Here is a link to a webpage that includes an very informative video by Leslie Woodcock DVM, who explains both the importance of keeping a dog's nails short, and shows her method (which I use) for trimming nails back at an angle (rather than straight across).

Worth watching.

http://susangarrettdogagility.com/2013/08/cutting-your-dogs-nails-how-important-is-it-really/


----------



## karendm

Thank you for all the responses, I like having different views and different options to try. I'll trim the nails regularly like I thought and ignore the vet's opinion on this one.


----------



## MCD

Our girl goes to the groomer to have her nails done. She goes about every 2 weeks.

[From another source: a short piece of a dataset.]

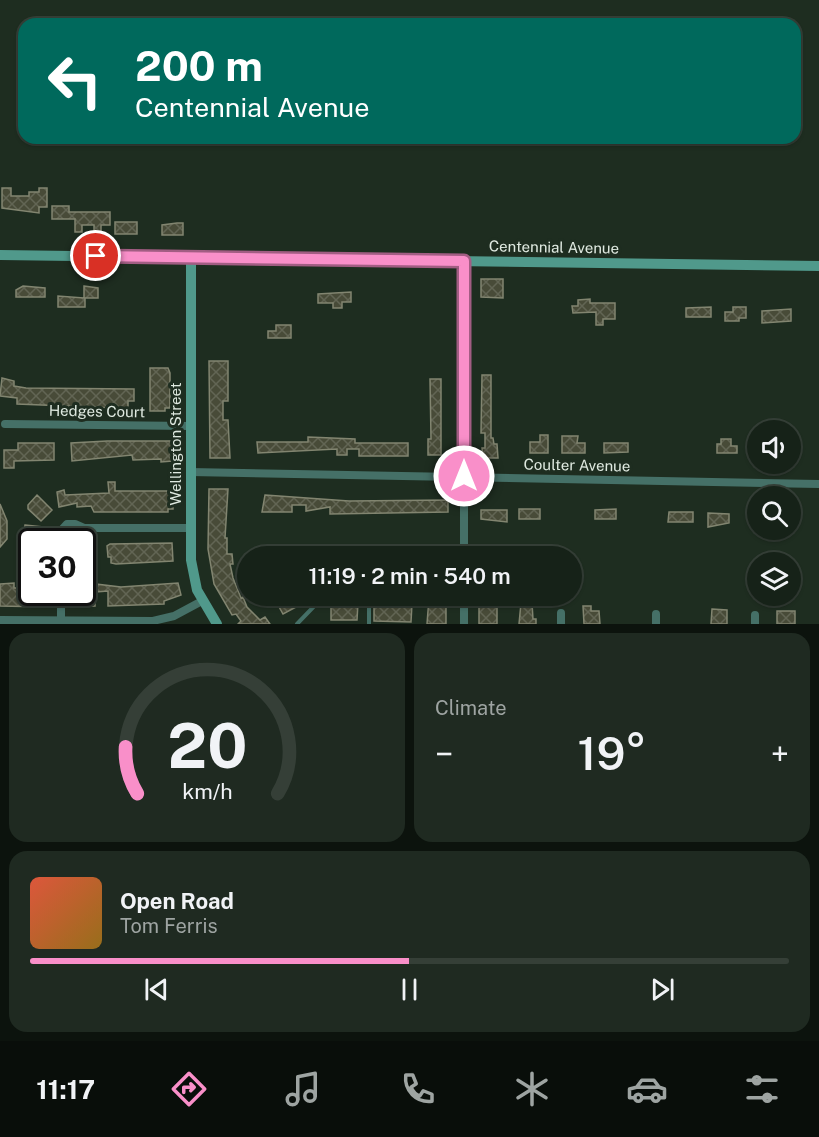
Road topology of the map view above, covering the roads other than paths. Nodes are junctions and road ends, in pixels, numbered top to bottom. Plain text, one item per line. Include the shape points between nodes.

One time she gets them cut, the next time she gets them ground. Keeping their nails short is vital to the muscular skeletal structure. This is so much easier on both Dharma and me because Dharma has always been so wiggly! Or so the groomer says. This I can believe!


----------



## Spy Car

I'm going to include another link to a good write up of a woman who outlines how to train and condition a dog for nail trimming to make it a no drama affair. This link will take to to a home-page, click link on left to see dremeling procedure.

http://www.DoberDawn.com/

While an excellent article overall, I have a difference of opinion on the issue of using cone shaped grinding stones, in addition to the drum sander. She advises against the stone, feeling it gets too hot. I've used stones for decades and wonder if she is passing on things she has read vs actual experience, because I've never seen an appreciable difference between the friction-head potential of the stone vs the drum sander heads. Both require the same care.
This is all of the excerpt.